Platform requirement

In order to view the demos which use Java Explorer and ActiveX, you'll need to run Internet Explorer on a Windows 95 or NT machine.

The tear program

installDir/java/server/bin_intelnt contains tear.exe which is used by the ActiveX control in order to read data files via a URL.

ActiveX Version Control

If you've already used Frank's DXView ActiveX control on your computer, then it's possible that there will be a version mismatch. CAB files do carry a version number and the system should download a new CAB file if the version number is later than one which is already installed however this mechanism might fail.

On your NT machine, the regsvr32 command can be used to uninstall an existing DXView control.
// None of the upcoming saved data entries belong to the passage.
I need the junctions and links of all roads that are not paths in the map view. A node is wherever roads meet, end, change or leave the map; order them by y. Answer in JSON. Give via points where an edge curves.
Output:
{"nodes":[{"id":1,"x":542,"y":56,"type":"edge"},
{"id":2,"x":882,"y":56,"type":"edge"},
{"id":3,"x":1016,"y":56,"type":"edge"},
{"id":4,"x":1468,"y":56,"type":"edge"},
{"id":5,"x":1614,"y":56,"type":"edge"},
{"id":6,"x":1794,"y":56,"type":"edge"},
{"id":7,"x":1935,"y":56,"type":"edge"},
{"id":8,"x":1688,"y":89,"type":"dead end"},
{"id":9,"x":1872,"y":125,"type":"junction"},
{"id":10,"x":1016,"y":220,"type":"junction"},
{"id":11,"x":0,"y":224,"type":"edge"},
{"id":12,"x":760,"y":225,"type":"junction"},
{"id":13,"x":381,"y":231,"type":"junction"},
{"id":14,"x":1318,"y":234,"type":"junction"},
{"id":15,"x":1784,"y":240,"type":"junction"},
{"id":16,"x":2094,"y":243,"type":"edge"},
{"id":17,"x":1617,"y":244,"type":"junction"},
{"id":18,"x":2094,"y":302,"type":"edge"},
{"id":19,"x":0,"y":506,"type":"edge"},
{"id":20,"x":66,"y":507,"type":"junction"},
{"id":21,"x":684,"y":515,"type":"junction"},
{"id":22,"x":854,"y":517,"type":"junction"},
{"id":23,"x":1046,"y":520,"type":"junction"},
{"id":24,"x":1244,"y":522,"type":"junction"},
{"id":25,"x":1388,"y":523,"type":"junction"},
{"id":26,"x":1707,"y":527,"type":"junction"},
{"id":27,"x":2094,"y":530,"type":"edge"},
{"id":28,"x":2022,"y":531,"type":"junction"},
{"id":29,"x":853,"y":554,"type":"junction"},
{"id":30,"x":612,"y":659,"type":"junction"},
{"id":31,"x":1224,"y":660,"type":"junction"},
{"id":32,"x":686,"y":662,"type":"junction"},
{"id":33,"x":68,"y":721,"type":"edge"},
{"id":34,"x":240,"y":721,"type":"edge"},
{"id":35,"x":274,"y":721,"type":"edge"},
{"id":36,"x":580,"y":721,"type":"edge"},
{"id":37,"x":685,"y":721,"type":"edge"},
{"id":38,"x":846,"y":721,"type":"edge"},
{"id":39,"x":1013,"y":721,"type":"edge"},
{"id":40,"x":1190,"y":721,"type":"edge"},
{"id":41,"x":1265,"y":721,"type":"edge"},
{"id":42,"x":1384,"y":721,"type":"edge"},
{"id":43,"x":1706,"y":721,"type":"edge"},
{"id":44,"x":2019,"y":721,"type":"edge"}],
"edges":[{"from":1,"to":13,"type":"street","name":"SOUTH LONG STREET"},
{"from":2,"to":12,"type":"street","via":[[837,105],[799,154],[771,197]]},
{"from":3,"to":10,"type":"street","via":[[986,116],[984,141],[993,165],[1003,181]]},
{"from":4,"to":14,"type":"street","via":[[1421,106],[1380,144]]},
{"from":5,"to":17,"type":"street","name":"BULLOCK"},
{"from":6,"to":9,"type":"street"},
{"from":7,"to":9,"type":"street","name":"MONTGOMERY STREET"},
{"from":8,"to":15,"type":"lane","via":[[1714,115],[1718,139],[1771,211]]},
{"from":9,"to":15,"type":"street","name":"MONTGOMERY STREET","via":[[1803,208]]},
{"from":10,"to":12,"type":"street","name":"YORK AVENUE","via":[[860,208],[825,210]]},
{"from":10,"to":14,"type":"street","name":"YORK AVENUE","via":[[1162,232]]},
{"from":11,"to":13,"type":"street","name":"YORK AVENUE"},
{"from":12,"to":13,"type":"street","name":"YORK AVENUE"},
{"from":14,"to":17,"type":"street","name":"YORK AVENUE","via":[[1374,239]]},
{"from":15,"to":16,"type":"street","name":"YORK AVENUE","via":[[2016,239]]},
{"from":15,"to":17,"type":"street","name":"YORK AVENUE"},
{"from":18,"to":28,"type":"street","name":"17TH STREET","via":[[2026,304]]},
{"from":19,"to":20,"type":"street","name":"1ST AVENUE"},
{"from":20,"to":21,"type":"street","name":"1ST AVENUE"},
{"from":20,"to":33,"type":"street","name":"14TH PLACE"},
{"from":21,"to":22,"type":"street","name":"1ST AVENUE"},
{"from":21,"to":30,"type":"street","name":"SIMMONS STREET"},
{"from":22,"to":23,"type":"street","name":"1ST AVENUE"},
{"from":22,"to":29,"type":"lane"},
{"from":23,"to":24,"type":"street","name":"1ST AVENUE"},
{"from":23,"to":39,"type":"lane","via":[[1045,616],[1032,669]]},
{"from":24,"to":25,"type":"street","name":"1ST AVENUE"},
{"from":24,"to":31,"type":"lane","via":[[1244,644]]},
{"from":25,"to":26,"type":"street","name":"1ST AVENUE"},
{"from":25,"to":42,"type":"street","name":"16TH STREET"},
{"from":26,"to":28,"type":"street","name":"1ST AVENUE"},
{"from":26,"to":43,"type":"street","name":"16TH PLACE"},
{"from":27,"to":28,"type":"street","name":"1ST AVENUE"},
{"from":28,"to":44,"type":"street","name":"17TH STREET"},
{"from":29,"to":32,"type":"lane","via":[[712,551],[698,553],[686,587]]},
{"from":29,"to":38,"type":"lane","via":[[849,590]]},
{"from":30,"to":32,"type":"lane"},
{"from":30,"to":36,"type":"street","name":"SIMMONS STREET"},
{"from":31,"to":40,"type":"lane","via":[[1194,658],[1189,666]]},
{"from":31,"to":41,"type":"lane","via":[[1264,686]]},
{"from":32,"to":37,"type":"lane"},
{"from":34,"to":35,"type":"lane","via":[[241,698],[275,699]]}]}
Then pointing your browser at one of these web pages which references DXView will automatically install a new DXView on your computer.

Data Transfer

In the current implementation connecting Java Explorer and ActiveX, Data Explorer is exporting objects in ascii format. The reason for this is that there are some byte swapping issues to be resolved before the data can be exported in binary format. Exporting in ascii format does not affect the rendered image however it does require additional execution time on the server machine, additional bandwidth to transmit an object which is much larger than the binary version, and more processing time on the client machine in order to perform type conversion on the ascii input. In other words, performance should improve over what you experience in these demos.


Active X controls have access to the capabilities and resources of the local host. Java applets on the other hand, run in a sandbox which restricts their access.
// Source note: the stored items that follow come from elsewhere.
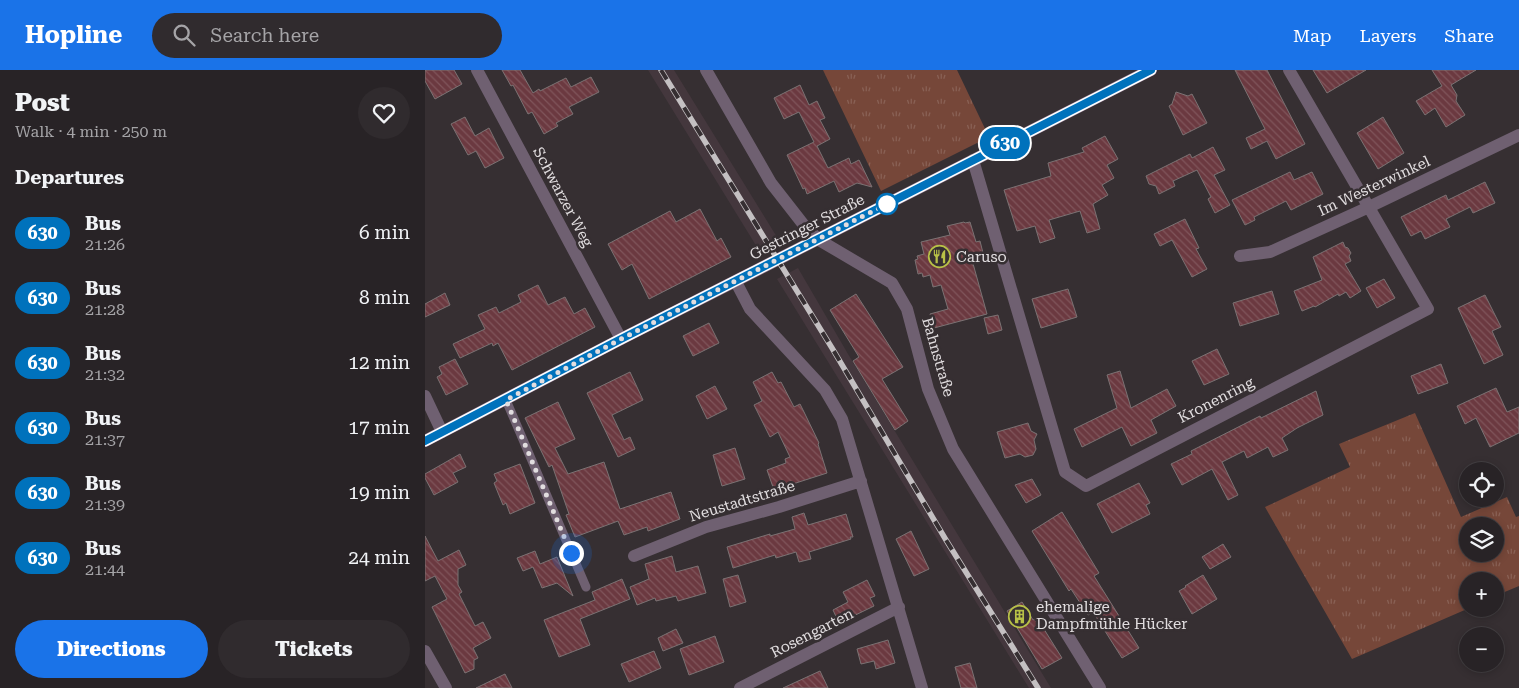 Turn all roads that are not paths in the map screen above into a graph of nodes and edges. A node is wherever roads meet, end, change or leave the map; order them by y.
1 (477, 70) edge
2 (706, 70) edge
3 (1151, 70) edge
4 (1289, 70) edge
5 (1519, 135) edge
6 (973, 160) junction
7 (1369, 207) junction
8 (819, 240) junction
9 (1240, 256) dead end
10 (736, 282) junction
11 (621, 339) junction
12 (425, 396) edge
13 (506, 400) junction
14 (442, 432) junction
15 (425, 441) edge
16 (861, 481) junction
17 (634, 556) dead end
18 (585, 587) dead end
19 (899, 607) junction
20 (425, 651) edge
21 (446, 688) edge
22 (740, 688) edge
23 (922, 688) edge
24 (1101, 688) edge

1 - 11 street, Schwarzer Weg
2 - 8 street, Bahnstraße
3 - 6 main road, Gestringer Straße
4 - 7 street, Kronenring
5 - 7 street, Im Westerwinkel
6 - 7 street, Kronenring
6 - 8 main road, Gestringer Straße
7 - 9 street, Im Westerwinkel
8 - 10 main road, Gestringer Straße
8 - 24 street, Bahnstraße
10 - 11 main road, Gestringer Straße
10 - 16 street
11 - 13 main road, Gestringer Straße
12 - 14 street
13 - 14 main road, Gestringer Straße
13 - 18 lane
14 - 15 main road, Gestringer Straße
16 - 17 street, Neustadtstraße
16 - 19 street
19 - 22 street, Rosengarten
19 - 23 street
20 - 21 street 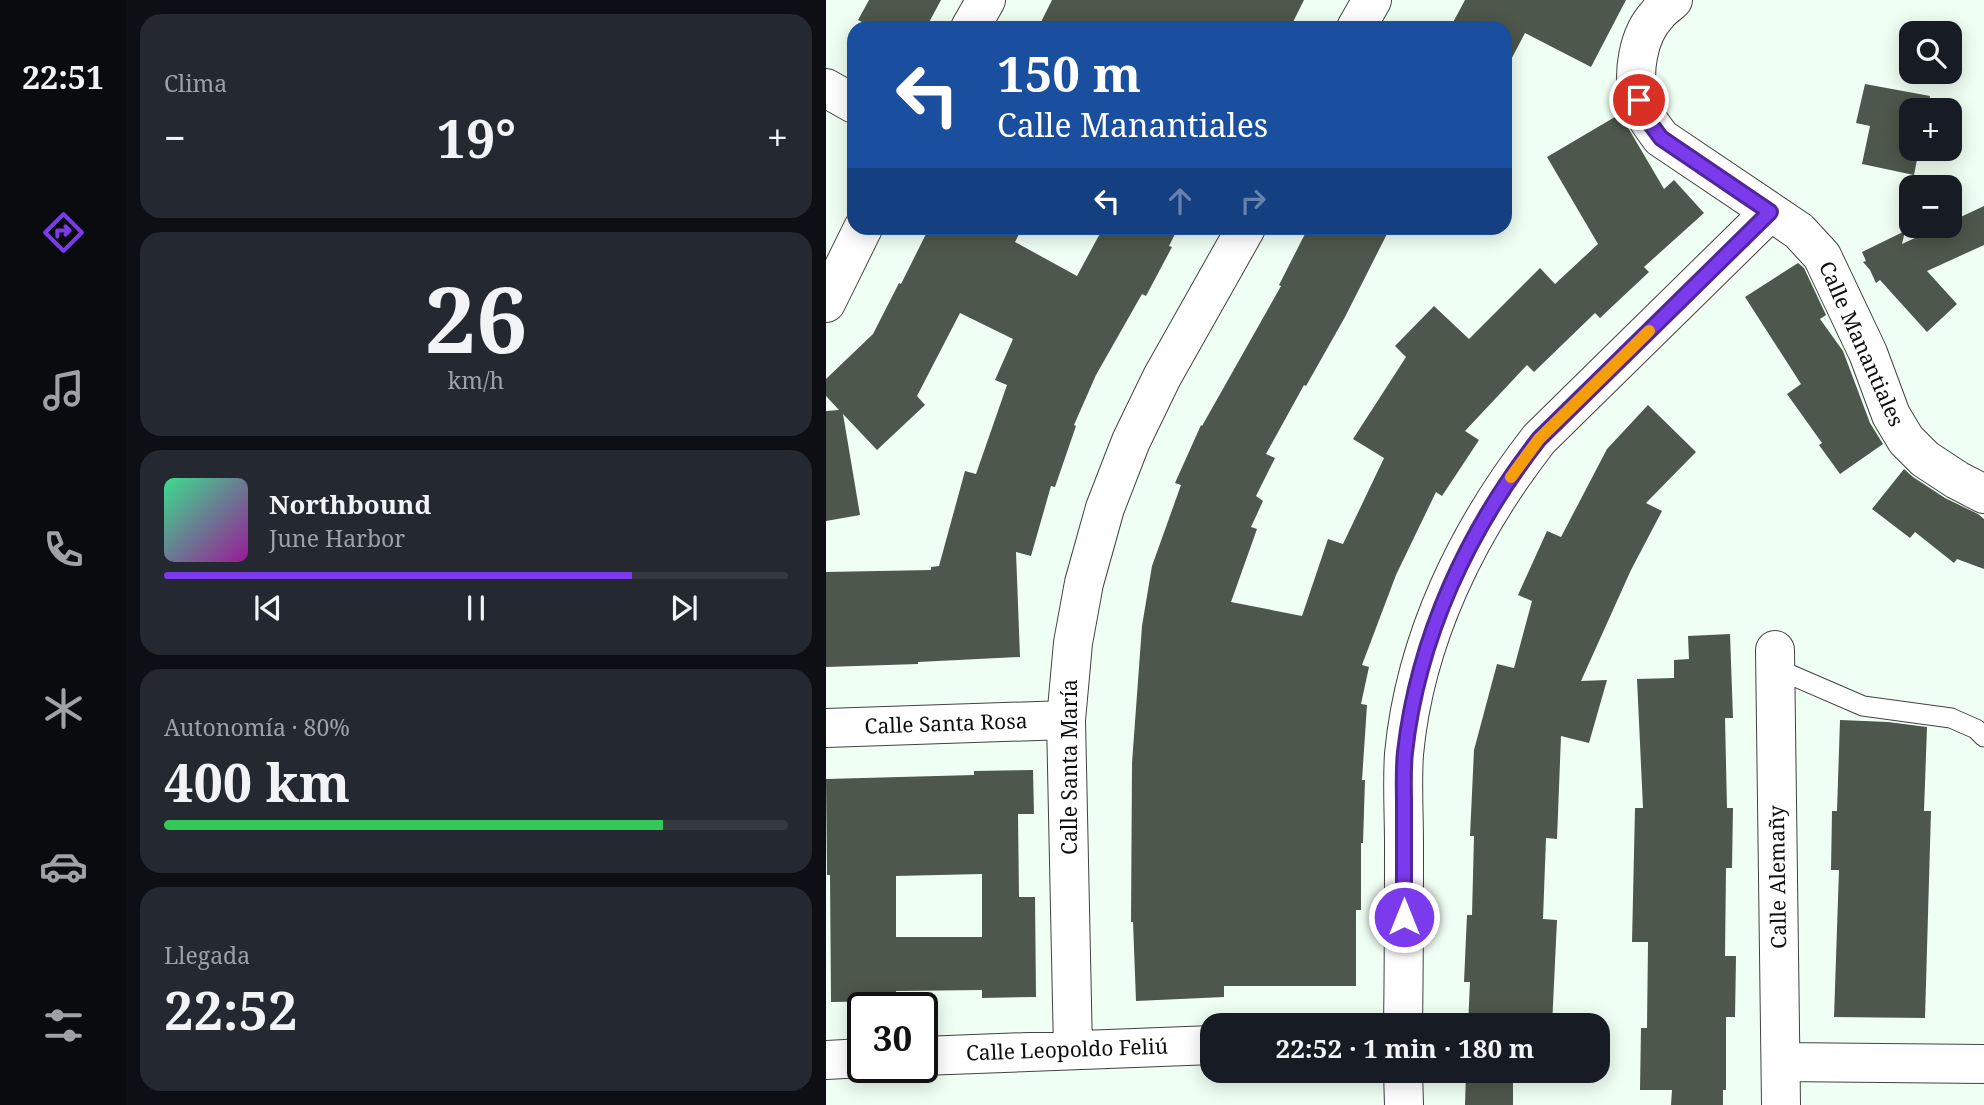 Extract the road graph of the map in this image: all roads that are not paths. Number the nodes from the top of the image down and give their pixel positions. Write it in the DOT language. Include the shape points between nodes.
graph roads {
  1 [pos="986,0"];
  2 [pos="1372,0"];
  3 [pos="1673,0"];
  4 [pos="974,21"];
  5 [pos="1360,21"];
  6 [pos="826,88"];
  7 [pos="847,100"];
  8 [pos="1770,212"];
  9 [pos="860,235"];
  10 [pos="1241,235"];
  11 [pos="826,303"];
  12 [pos="1984,494"];
  13 [pos="1775,659"];
  14 [pos="1066,720"];
  15 [pos="826,728"];
  16 [pos="1984,737"];
  17 [pos="1403,1013"];
  18 [pos="1200,1045"];
  19 [pos="1073,1050"];
  20 [pos="938,1055"];
  21 [pos="847,1059"];
  22 [pos="826,1060"];
  23 [pos="1781,1062"];
  24 [pos="1984,1064"];
  25 [pos="1404,1083"];
  26 [pos="1404,1105"];
  27 [pos="1781,1105"];
  1 -- 4 [label="street"];
  2 -- 5 [label="street"];
  3 -- 8 [label="street, Calle Manantiales" via="1655,16 1640,46 1636,73 1647,119 1661,138"];
  6 -- 7 [label="street"];
  8 -- 12 [label="street, Calle Manantiales" via="1799,231 1822,256 1906,440 1925,459"];
  8 -- 17 [label="street" via="1539,439 1493,503 1449,587 1422,665 1404,754"];
  9 -- 11 [label="street"];
  10 -- 14 [label="street, Calle Santa María" via="1130,441 1105,508 1077,619"];
  13 -- 16 [label="lane" via="1863,706 1951,718"];
  13 -- 23 [label="street, Calle Alemañy"];
  14 -- 15 [label="street, Calle Santa Rosa"];
  14 -- 19 [label="street, Calle Santa María"];
  18 -- 19 [label="street, Calle Leopoldo Feliú"];
  19 -- 20 [label="street, Calle Leopoldo Feliú"];
  21 -- 22 [label="street"];
  23 -- 24 [label="street"];
  23 -- 27 [label="street, Calle Alemañy"];
  25 -- 26 [label="street"];
}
Java Explorer applets need to communicate with the DXView ActiveX control. By default, Internet Explorer prevents this from happening so that the Java applets in Java Explorer aren't permitted too much access to the machine. There are two ways to work around this. One is to digitally sign the CAB file which contains the applets and Active X controls. (We'll pursue this.) The other is to count on the browser user to relax the Internet Explorer security restrictions.

Internet Options

Choose 'View/Internet Options' from the menubar. You'll get a dialog box like this:

In this dialog box, switch to the Security page and select Local intranet zone then specify Custom (for expert users). Then click on the Settings button.

Security Settings

Enable everything. Under Java Permissions specify Custom.
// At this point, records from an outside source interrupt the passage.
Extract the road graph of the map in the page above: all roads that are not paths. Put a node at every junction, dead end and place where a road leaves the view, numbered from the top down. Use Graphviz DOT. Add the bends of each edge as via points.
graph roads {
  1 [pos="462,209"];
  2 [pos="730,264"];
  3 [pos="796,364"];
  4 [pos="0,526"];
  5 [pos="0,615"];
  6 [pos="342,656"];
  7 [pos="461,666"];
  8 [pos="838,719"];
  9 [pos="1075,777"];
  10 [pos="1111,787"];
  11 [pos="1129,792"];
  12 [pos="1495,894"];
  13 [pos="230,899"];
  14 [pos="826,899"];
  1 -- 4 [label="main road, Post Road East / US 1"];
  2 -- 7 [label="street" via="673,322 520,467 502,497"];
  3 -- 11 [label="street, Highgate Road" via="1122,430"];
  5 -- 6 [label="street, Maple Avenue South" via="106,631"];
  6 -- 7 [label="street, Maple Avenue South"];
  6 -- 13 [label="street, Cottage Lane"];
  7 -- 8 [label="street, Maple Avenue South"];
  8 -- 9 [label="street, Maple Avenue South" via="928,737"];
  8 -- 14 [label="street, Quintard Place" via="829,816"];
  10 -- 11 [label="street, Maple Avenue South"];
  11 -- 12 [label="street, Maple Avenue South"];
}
This selection will cause the dialog to present a Java Custom Settings button which you then click.

Local Intranet Zone

Enable everything. Click on OK in all three dialog boxes. Now you're good to go.

Web Page Creation

Java Explorer's automatic web page creation facility allows the user to specify a data type for transmission to the client. Now it generates web pages which include ActiveX controls if the data type specified by the user would require such a control.

These Demos

There are just a few demos available which show the ability to connect Java Explorer with ActiveX components. Although they visualize atmospheric and atomic (a.k.a sci-vis) data sets, many other types of visualizations are possible with this mechanism and will be included in the next go around.